→ **About this exercise**
Each line below should be written out again exactly.

─── Dataset records

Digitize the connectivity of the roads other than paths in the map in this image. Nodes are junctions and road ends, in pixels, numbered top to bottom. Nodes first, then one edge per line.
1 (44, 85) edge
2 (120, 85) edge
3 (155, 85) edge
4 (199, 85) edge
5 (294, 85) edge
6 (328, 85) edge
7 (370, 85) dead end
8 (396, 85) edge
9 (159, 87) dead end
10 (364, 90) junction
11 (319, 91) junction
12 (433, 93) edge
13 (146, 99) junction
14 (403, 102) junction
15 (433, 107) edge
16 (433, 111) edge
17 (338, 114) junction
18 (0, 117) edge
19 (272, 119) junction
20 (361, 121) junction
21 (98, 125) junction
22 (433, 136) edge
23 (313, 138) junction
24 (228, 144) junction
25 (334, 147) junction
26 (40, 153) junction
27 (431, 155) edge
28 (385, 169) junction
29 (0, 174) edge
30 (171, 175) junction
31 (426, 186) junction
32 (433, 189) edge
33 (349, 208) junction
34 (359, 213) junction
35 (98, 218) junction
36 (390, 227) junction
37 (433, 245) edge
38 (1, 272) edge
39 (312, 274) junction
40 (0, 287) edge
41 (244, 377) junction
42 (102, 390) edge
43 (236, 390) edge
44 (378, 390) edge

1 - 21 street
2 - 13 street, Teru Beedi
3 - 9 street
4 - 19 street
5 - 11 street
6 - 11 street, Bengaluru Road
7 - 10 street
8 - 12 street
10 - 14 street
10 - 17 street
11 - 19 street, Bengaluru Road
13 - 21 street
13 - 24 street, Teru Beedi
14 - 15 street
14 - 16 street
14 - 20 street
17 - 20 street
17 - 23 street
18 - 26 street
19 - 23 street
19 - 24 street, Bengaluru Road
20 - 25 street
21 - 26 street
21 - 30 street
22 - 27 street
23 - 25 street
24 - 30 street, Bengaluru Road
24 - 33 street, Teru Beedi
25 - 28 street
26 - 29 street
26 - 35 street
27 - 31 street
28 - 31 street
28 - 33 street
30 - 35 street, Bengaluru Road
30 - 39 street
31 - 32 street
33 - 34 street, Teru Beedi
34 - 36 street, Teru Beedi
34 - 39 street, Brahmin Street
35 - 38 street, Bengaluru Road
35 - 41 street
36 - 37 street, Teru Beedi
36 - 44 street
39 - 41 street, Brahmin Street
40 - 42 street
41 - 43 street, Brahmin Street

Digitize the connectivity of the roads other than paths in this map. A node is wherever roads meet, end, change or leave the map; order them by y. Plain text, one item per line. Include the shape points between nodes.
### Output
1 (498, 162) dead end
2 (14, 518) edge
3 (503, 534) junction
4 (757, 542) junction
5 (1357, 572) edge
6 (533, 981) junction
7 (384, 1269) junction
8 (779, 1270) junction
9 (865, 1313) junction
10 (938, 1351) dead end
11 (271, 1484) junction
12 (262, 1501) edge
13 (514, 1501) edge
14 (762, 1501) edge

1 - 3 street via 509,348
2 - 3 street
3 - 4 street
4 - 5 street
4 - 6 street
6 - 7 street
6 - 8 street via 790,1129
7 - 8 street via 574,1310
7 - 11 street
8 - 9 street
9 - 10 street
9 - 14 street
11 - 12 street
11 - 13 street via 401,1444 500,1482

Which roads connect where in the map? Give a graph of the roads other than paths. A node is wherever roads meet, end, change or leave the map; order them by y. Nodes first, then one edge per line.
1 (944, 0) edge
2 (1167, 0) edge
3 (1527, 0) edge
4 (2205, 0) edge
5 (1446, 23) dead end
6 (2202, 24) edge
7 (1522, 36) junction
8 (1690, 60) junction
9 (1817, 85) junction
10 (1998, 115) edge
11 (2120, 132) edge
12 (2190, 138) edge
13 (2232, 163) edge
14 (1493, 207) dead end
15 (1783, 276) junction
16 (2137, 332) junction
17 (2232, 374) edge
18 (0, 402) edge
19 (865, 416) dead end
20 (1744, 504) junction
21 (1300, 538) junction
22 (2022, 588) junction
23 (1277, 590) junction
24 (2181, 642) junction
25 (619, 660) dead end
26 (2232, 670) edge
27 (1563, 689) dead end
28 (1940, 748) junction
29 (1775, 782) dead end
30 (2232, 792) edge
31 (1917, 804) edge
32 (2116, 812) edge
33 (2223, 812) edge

──────

→ **Response area**
Digitize the connectivity of the roads other than paths in the map in this image. Nodes are junctions and road ends, in pixels, numbered top to bottom. Nodes first, then one edge per line.
1 (44, 85) edge
2 (120, 85) edge
3 (155, 85) edge
4 (199, 85) edge
5 (294, 85) edge
6 (328, 85) edge
7 (370, 85) dead end
8 (396, 85) edge
9 (159, 87) dead end
10 (364, 90) junction
11 (319, 91) junction
12 (433, 93) edge
13 (146, 99) junction
14 (403, 102) junction
15 (433, 107) edge
16 (433, 111) edge
17 (338, 114) junction
18 (0, 117) edge
19 (272, 119) junction
20 (361, 121) junction
21 (98, 125) junction
22 (433, 136) edge
23 (313, 138) junction
24 (228, 144) junction
25 (334, 147) junction
26 (40, 153) junction
27 (431, 155) edge
28 (385, 169) junction
29 (0, 174) edge
30 (171, 175) junction
31 (426, 186) junction
32 (433, 189) edge
33 (349, 208) junction
34 (359, 213) junction
35 (98, 218) junction
36 (390, 227) junction
37 (433, 245) edge
38 (1, 272) edge
39 (312, 274) junction
40 (0, 287) edge
41 (244, 377) junction
42 (102, 390) edge
43 (236, 390) edge
44 (378, 390) edge

1 - 21 street
2 - 13 street, Teru Beedi
3 - 9 street
4 - 19 street
5 - 11 street
6 - 11 street, Bengaluru Road
7 - 10 street
8 - 12 street
10 - 14 street
10 - 17 street
11 - 19 street, Bengaluru Road
13 - 21 street
13 - 24 street, Teru Beedi
14 - 15 street
14 - 16 street
14 - 20 street
17 - 20 street
17 - 23 street
18 - 26 street
19 - 23 street
19 - 24 street, Bengaluru Road
20 - 25 street
21 - 26 street
21 - 30 street
22 - 27 street
23 - 25 street
24 - 30 street, Bengaluru Road
24 - 33 street, Teru Beedi
25 - 28 street
26 - 29 street
26 - 35 street
27 - 31 street
28 - 31 street
28 - 33 street
30 - 35 street, Bengaluru Road
30 - 39 street
31 - 32 street
33 - 34 street, Teru Beedi
34 - 36 street, Teru Beedi
34 - 39 street, Brahmin Street
35 - 38 street, Bengaluru Road
35 - 41 street
36 - 37 street, Teru Beedi
36 - 44 street
39 - 41 street, Brahmin Street
40 - 42 street
41 - 43 street, Brahmin Street

Digitize the connectivity of the roads other than paths in this map. A node is wherever roads meet, end, change or leave the map; order them by y. Plain text, one item per line. Include the shape points between nodes.
### Output
1 (498, 162) dead end
2 (14, 518) edge
3 (503, 534) junction
4 (757, 542) junction
5 (1357, 572) edge
6 (533, 981) junction
7 (384, 1269) junction
8 (779, 1270) junction
9 (865, 1313) junction
10 (938, 1351) dead end
11 (271, 1484) junction
12 (262, 1501) edge
13 (514, 1501) edge
14 (762, 1501) edge

1 - 3 street via 509,348
2 - 3 street
3 - 4 street
4 - 5 street
4 - 6 street
6 - 7 street
6 - 8 street via 790,1129
7 - 8 street via 574,1310
7 - 11 street
8 - 9 street
9 - 10 street
9 - 14 street
11 - 12 street
11 - 13 street via 401,1444 500,1482

Which roads connect where in the map? Give a graph of the roads other than paths. A node is wherever roads meet, end, change or leave the map; order them by y. Nodes first, then one edge per line.
1 (944, 0) edge
2 (1167, 0) edge
3 (1527, 0) edge
4 (2205, 0) edge
5 (1446, 23) dead end
6 (2202, 24) edge
7 (1522, 36) junction
8 (1690, 60) junction
9 (1817, 85) junction
10 (1998, 115) edge
11 (2120, 132) edge
12 (2190, 138) edge
13 (2232, 163) edge
14 (1493, 207) dead end
15 (1783, 276) junction
16 (2137, 332) junction
17 (2232, 374) edge
18 (0, 402) edge
19 (865, 416) dead end
20 (1744, 504) junction
21 (1300, 538) junction
22 (2022, 588) junction
23 (1277, 590) junction
24 (2181, 642) junction
25 (619, 660) dead end
26 (2232, 670) edge
27 (1563, 689) dead end
28 (1940, 748) junction
29 (1775, 782) dead end
30 (2232, 792) edge
31 (1917, 804) edge
32 (2116, 812) edge
33 (2223, 812) edge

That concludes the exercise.